Книга Голоса исчезают - музыка остаётся - Владимир Мощенко
Шрифт:
Интервал:
Закладка:
25. Х.2012. Письмо от Е. Е.
Володя! Произнеси это на панихиде от моего имени:
«Вроде неловко произносить такое сочетание – „завидная смерть“, а вот к уходу Саши Ревича это вполне приложимо. Его дарование не только полностью раскрылось и утвердилось именно в последние его дни, настолько высветилось не только для него самого и для тех немногих, кто понимает истинную цену Слова, но и для всех тех, кто успел раскрыть ещё свежие страницы его недавно вышедшего избранного „Позднее прощание“ и вдохнуть то, что они завещайно шелестят нам. Достаточно прочесть хоть однажды «Что нам до Итаки, до Гомера!..», чтобы уразуметь надысторическую силу понимания истории, позволявшую ему столькое в ней соединить в ещё не всеми открытое и запомненное, но предназначенное стать незабываемым. У тебя ещё будет непредставимо много учеников и читателей, Саша, если… если… будущие поколения России найдут в себе силы выполоть беспощадную, удушающую траву забвения и выращивать траву незабывания, которая ещё многое нашепчет нам, чтобы мы не потеряли в себе душу живую, ибо ПОКА НИЧЕГО И НИКОГО НЕ ЗАБЫВАЕМ – МЫ ЖИВЫ».

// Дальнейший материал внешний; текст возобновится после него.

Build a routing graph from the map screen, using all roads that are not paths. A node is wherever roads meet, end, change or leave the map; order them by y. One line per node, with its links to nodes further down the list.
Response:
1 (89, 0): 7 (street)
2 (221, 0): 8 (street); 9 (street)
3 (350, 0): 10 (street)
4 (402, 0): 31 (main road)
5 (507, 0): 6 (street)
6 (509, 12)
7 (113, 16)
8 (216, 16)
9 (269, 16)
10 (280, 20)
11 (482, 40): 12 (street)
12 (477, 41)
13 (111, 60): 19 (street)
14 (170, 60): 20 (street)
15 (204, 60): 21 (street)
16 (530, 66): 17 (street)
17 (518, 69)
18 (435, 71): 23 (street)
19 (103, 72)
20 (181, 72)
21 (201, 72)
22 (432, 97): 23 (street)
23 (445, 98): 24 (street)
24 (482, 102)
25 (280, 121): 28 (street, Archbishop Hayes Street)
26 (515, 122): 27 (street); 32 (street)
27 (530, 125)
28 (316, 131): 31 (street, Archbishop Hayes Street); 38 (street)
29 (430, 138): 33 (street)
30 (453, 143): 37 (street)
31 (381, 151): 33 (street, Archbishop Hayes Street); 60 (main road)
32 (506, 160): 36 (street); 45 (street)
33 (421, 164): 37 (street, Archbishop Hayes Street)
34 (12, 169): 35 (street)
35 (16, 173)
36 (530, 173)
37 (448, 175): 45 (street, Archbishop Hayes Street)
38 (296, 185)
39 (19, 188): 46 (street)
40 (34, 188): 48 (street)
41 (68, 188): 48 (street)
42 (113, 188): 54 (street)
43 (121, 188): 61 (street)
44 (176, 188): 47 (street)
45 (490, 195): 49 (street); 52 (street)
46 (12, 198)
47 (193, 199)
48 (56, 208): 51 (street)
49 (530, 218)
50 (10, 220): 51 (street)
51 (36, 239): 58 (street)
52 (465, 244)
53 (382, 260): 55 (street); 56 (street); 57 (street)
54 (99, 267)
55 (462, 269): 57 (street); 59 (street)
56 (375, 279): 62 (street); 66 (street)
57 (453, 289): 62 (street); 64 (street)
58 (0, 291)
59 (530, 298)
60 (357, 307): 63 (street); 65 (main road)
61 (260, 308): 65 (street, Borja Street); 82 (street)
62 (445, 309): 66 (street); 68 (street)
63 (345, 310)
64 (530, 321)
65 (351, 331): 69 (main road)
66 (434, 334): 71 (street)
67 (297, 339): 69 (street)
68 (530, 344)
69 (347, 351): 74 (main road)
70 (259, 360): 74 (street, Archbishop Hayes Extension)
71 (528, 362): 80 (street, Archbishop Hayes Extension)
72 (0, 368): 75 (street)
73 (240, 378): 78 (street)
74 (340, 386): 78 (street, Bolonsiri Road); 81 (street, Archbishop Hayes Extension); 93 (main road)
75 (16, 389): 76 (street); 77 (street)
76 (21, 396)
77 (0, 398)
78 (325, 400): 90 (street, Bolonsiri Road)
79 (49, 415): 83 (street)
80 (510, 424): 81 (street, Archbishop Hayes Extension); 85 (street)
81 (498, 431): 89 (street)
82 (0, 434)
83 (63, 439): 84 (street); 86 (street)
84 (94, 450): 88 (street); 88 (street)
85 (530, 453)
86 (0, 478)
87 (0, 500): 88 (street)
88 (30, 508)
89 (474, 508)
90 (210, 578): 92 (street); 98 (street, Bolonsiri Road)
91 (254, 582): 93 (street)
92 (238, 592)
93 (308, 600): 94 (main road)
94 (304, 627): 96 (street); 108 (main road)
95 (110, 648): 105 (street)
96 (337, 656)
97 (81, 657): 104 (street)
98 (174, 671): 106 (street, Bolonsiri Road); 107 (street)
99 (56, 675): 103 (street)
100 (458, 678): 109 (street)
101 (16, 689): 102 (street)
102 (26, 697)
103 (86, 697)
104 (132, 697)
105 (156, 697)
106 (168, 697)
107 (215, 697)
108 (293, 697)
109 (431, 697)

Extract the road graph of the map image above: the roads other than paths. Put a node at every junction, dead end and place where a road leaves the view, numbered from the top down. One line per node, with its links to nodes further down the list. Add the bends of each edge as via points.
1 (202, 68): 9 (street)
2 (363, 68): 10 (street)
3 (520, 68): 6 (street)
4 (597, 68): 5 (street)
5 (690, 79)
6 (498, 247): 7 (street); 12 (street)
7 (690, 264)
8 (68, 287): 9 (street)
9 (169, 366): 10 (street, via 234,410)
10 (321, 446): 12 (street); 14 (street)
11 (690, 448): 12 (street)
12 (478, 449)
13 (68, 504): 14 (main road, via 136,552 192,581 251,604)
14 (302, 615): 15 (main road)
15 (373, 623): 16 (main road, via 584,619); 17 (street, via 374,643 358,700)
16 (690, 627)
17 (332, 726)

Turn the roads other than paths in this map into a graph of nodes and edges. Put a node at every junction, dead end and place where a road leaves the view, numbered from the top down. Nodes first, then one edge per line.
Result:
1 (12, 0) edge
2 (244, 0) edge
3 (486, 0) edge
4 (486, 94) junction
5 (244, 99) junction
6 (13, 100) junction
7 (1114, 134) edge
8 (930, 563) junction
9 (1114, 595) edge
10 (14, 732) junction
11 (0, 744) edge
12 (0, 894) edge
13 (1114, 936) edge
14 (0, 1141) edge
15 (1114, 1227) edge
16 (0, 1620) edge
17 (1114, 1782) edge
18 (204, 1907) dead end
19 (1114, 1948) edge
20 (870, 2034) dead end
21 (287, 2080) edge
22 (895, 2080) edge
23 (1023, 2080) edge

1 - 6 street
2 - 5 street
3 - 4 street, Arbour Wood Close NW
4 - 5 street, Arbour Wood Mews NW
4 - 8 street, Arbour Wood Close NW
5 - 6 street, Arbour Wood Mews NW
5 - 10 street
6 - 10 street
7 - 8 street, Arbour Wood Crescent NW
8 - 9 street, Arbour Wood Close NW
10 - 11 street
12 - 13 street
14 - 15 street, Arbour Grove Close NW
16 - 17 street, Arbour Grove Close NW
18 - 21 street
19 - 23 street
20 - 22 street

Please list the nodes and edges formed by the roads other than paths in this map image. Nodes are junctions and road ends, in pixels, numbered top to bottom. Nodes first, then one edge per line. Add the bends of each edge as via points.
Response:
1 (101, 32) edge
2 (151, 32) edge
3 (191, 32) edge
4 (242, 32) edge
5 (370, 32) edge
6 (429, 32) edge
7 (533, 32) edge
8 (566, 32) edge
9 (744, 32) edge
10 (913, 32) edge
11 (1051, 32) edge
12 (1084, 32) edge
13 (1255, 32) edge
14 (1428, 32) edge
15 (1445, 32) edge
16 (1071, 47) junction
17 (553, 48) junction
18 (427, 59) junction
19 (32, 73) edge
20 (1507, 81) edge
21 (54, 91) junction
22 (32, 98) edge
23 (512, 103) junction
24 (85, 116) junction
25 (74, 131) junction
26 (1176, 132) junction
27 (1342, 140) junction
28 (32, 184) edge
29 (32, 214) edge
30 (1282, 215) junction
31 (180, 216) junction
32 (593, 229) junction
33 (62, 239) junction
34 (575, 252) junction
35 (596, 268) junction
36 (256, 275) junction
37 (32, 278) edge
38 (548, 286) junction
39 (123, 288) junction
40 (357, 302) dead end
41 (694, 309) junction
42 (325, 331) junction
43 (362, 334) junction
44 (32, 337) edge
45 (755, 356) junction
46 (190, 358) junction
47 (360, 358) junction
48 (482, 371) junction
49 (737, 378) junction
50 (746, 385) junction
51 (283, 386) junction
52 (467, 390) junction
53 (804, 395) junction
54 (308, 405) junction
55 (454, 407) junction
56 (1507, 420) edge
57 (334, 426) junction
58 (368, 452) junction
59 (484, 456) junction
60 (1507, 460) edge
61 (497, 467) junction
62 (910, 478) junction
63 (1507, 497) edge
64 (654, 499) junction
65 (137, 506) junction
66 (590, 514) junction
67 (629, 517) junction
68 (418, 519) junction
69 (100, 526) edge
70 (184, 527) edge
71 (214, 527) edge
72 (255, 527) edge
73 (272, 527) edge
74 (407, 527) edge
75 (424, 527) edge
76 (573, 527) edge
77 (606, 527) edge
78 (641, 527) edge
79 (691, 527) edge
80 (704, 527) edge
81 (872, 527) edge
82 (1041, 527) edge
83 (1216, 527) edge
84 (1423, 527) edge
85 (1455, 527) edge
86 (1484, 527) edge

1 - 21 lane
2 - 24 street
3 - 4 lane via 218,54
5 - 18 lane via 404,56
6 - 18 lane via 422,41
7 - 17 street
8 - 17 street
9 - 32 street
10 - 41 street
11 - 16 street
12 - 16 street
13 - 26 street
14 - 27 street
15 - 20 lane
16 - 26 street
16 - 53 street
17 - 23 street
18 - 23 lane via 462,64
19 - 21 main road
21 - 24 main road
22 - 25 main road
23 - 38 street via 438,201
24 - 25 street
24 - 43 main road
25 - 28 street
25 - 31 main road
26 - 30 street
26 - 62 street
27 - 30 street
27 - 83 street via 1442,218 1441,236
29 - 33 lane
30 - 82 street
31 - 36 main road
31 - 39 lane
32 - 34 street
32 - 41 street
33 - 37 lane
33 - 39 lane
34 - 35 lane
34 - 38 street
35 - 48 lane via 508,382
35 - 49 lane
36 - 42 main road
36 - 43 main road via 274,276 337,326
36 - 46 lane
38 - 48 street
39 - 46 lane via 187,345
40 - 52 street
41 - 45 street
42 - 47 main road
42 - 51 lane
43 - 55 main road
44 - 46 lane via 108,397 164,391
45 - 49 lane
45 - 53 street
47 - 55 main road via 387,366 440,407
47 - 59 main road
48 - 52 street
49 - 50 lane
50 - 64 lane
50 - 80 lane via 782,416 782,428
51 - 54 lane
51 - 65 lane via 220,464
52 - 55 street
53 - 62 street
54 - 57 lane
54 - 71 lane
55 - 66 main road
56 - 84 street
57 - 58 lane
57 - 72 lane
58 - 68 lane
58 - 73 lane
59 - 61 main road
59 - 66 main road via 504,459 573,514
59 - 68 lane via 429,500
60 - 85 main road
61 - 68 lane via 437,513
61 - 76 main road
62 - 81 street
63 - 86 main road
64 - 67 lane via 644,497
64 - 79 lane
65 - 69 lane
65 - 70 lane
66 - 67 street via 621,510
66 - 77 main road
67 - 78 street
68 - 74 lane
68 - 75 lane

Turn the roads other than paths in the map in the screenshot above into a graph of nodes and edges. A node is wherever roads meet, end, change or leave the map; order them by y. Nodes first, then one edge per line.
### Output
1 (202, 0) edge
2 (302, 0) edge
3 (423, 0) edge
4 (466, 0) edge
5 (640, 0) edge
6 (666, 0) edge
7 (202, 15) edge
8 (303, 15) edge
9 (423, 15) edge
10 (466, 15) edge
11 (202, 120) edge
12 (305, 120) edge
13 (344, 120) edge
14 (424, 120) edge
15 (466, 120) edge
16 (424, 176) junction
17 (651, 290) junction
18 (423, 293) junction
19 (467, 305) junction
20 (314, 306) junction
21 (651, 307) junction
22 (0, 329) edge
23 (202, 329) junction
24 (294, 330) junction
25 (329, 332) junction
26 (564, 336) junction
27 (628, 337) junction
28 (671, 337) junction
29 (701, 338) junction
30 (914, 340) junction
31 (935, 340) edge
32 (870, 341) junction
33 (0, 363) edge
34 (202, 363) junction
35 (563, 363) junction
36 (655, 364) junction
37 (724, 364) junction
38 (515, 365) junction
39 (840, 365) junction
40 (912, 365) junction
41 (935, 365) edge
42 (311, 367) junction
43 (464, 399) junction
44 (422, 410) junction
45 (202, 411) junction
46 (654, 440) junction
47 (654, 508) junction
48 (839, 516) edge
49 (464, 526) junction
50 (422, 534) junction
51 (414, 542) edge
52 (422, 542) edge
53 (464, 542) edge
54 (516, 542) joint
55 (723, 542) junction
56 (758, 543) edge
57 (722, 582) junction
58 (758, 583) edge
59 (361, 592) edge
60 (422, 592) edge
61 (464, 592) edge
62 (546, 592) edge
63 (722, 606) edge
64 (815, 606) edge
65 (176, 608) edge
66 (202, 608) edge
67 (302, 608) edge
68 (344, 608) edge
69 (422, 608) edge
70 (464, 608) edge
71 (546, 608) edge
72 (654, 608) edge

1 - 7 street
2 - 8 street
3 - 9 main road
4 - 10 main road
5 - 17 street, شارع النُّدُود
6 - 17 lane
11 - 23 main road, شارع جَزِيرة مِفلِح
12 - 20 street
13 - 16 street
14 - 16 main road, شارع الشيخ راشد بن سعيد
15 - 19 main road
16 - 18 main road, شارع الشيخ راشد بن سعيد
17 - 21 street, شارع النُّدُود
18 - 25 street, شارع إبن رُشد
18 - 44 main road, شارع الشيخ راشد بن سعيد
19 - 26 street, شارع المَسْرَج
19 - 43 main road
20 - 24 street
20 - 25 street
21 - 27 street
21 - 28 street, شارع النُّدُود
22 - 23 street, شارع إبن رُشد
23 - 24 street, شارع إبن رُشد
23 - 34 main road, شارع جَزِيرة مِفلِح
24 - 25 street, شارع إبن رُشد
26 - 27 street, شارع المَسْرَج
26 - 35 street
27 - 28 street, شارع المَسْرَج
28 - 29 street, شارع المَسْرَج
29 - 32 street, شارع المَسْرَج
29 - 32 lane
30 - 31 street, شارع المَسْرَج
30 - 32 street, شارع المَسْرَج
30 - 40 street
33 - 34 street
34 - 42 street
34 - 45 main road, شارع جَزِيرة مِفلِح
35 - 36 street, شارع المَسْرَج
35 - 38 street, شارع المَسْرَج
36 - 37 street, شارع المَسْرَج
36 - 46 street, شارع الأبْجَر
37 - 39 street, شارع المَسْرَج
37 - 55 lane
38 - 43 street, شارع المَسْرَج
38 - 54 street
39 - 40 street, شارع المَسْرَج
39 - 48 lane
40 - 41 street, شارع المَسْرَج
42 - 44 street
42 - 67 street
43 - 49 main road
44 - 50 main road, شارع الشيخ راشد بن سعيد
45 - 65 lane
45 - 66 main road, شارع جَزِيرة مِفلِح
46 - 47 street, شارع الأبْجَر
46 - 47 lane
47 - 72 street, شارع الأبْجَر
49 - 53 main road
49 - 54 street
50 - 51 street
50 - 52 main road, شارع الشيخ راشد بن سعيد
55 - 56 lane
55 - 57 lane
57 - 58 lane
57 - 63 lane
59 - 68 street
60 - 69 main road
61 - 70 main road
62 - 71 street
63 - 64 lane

28. Х.2012. Письмо в Талсу, Оклахома.
Женя, дорогой! Вчера мы похоронили Алика Ревича. Вначале – отпевание в Знаменской церкви, недалеко от станции метро «Рижская», рядом с домом, где он жил. Впервые видел, как не мог сдержать слёз батюшка – отец Павел. Лёг в землю дорогой наш Притворевич на Ваганьковском. Потом были поминки в ЦДЛ. Вёл их я; народу было очень много. Я зачитал кое-что из некролога, который я дал в Литературку (будет напечатан в среду) и перешёл к откликам, пришедшим из разных стран по интернету, прежде всего – к твоему (выслушали в потрясении), присовокупив к нему всё, что сказано тобой об А. Р. в «Строфах века». Мурочка, вдова Сашина, попросила меня передать тебе благодарность и написать, как было дорого Алюне твоё внимание к нему. Я высказал намерение взять на себя подготовку книги воспоминаний о Ревиче…
* * *
И в заключение: ежедневно твержу как молитву завещанные мне Александром Ревичем строки:
Что толку в раскрытии чьей-то вины:
в нападках то справа, то слева?
Избави, Господь, от чумы и войны,
сумы и тюрьмы, и от гнева.
«Что толку плакать? – говорю я его словами. – Мы с тобой поэты».
Глядела и знала – отныне
Уж мне никуда не уйти,
В окраинной этой пустыне,
На этой земле отцвести.
Светлана Кузнецова (80-е)
В «Горьком чешском шоколаде» я уже говорил, что есть мистика, связанная с судьбой пишущейся книги: неизвестно откуда возникают яркие идеи, о которых прежде и не предполагал, появляются необходимейшие слова и образы, неожиданные материалы, дающие возможность переосмыслить сюжет и добиться впечатляющей достоверности. Так у меня произошло и на этот раз, когда я взялся за портрет Светланы Кузнецовой. Решающим, в каком-то смысле, толчком послужила монография «Русские напитки Руси»[52].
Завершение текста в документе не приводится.